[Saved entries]
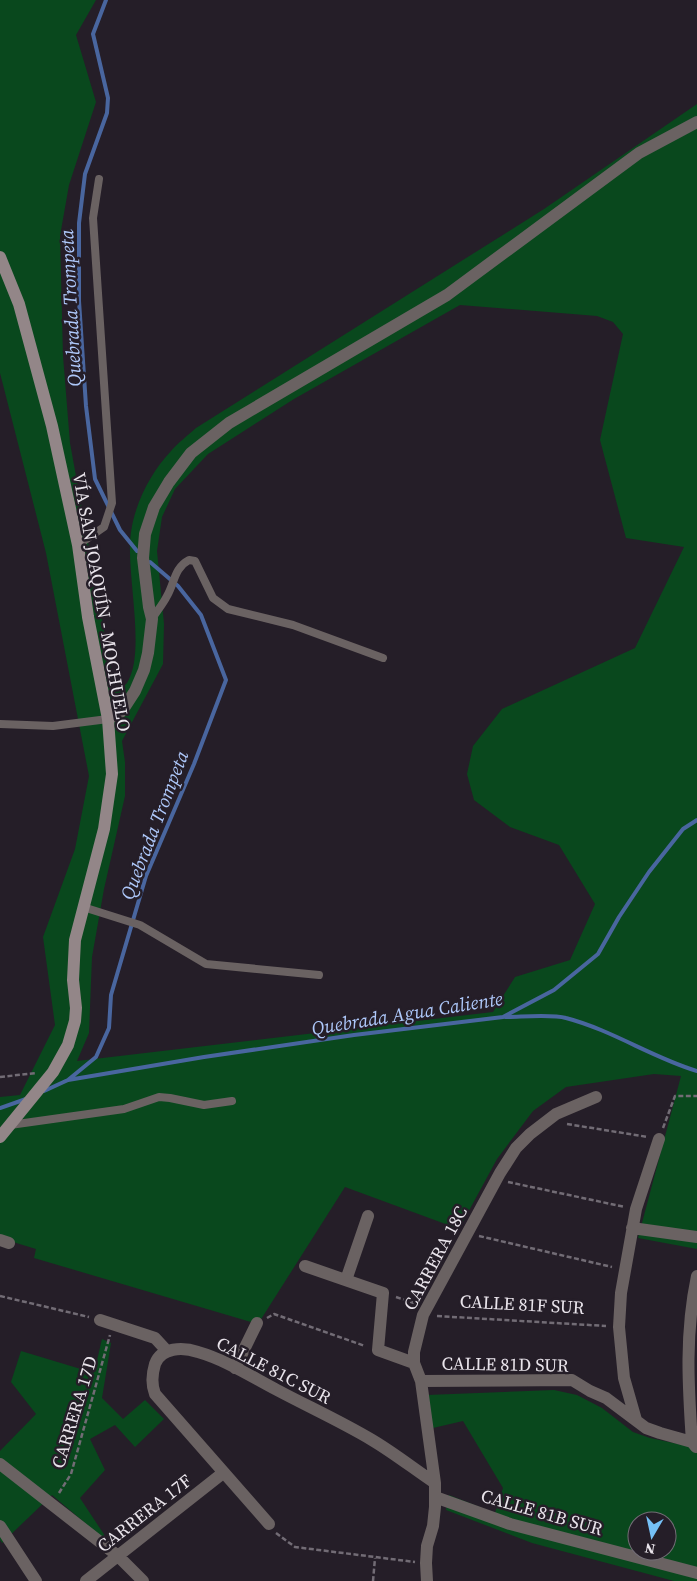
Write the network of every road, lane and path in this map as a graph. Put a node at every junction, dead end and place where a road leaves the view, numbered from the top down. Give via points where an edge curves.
1 (697, 122) edge
2 (99, 179) dead end
3 (0, 257) edge
4 (78, 545) junction
5 (152, 619) junction
6 (383, 658) dead end
7 (108, 719) junction
8 (0, 724) edge
9 (83, 907) junction
10 (319, 975) dead end
11 (53, 1072) junction
12 (0, 1077) edge
13 (697, 1096) edge
14 (596, 1097) dead end
15 (232, 1101) dead end
16 (546, 1121) junction
17 (10, 1125) junction
18 (0, 1136) edge
19 (659, 1139) junction
20 (497, 1179) junction
21 (636, 1209) junction
22 (368, 1216) dead end
23 (632, 1228) junction
24 (468, 1233) junction
25 (697, 1237) edge
26 (305, 1266) dead end
27 (626, 1270) junction
28 (697, 1276) edge
29 (346, 1280) junction
30 (382, 1293) junction
31 (0, 1296) edge
32 (425, 1311) junction
33 (100, 1320) joint
34 (257, 1322) joint
35 (113, 1324) junction
36 (619, 1327) junction
37 (378, 1350) junction
38 (167, 1351) junction
39 (414, 1362) junction
40 (692, 1365) edge
41 (235, 1368) junction
42 (422, 1381) junction
43 (636, 1420) junction
44 (694, 1445) edge
45 (0, 1464) edge
46 (223, 1473) junction
47 (435, 1483) junction
48 (435, 1497) junction
49 (52, 1505) junction
50 (268, 1524) joint
51 (0, 1526) edge
52 (118, 1556) junction
53 (375, 1558) junction
54 (426, 1564) junction
55 (697, 1573) edge
56 (36, 1581) edge
57 (86, 1581) edge
58 (143, 1581) edge
59 (373, 1581) edge
60 (427, 1581) edge

1 - 5 street via 640,154 447,295 229,423 191,453 154,507 145,534 143,558
2 - 4 lane via 93,218 112,503 104,527
3 - 4 street, VÍA SAN JOAQUÍN - MOCHUELO via 28,336
4 - 7 street, VÍA SAN JOAQUÍN - MOCHUELO
5 - 6 lane via 168,595 182,564 195,561 213,598 228,610 293,625
5 - 7 street via 144,670 135,691 122,711
7 - 8 lane via 53,726
7 - 9 street, VÍA SAN JOAQUÍN - MOCHUELO via 112,774 110,798
9 - 10 lane via 140,925 206,964
9 - 11 street, VÍA SAN JOAQUÍN - MOCHUELO via 73,960 75,1021 68,1045
11 - 12 path
11 - 17 street, VÍA SAN JOAQUÍN - MOCHUELO
13 - 19 path via 675,1096
14 - 16 street, CARRERA 18C
15 - 17 lane via 204,1105 159,1098 124,1109
16 - 19 path
16 - 20 street, CARRERA 18C via 516,1148
17 - 18 street, VÍA SAN JOAQUÍN - MOCHUELO
19 - 21 street
20 - 21 path
20 - 24 street, CARRERA 18C
21 - 23 street
22 - 29 street
23 - 25 street
23 - 27 street
24 - 27 path
24 - 32 street, CARRERA 18C
26 - 29 street
27 - 36 street
28 - 40 street via 691,1305
29 - 30 street
30 - 32 path, CALLE 81F SUR
30 - 37 street
31 - 33 path
32 - 36 path, CALLE 81F SUR
32 - 39 street, CARRERA 18C via 416,1340
33 - 35 street
34 - 37 path via 274,1314
34 - 41 street
35 - 38 street via 155,1338
35 - 49 path, CARRERA 17D via 71,1474
36 - 43 street via 624,1378
37 - 39 street
38 - 41 street, CALLE 81C SUR via 198,1352
38 - 46 street via 157,1361 153,1390
39 - 42 street, CARRERA 18C
40 - 44 street
41 - 47 street, CALLE 81C SUR via 372,1440
42 - 43 street, CALLE 81D SUR via 572,1380 606,1398
42 - 47 street, CARRERA 18C
43 - 44 street, CALLE 81D SUR via 646,1428
45 - 49 street
46 - 50 street
46 - 52 street, CARRERA 17F
47 - 48 street, CARRERA 18C
48 - 54 street, CARRERA 18C
48 - 55 street, CALLE 81B SUR via 510,1524
49 - 52 street
50 - 53 path via 295,1547
51 - 56 street
52 - 57 street, CARRERA 17F
52 - 58 street
53 - 54 path
53 - 59 path
54 - 60 street, CARRERA 18C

§ Task brief
Within the entries above, report how many lines include "CALLE", and keep the answer to the number.

§ Written answer
7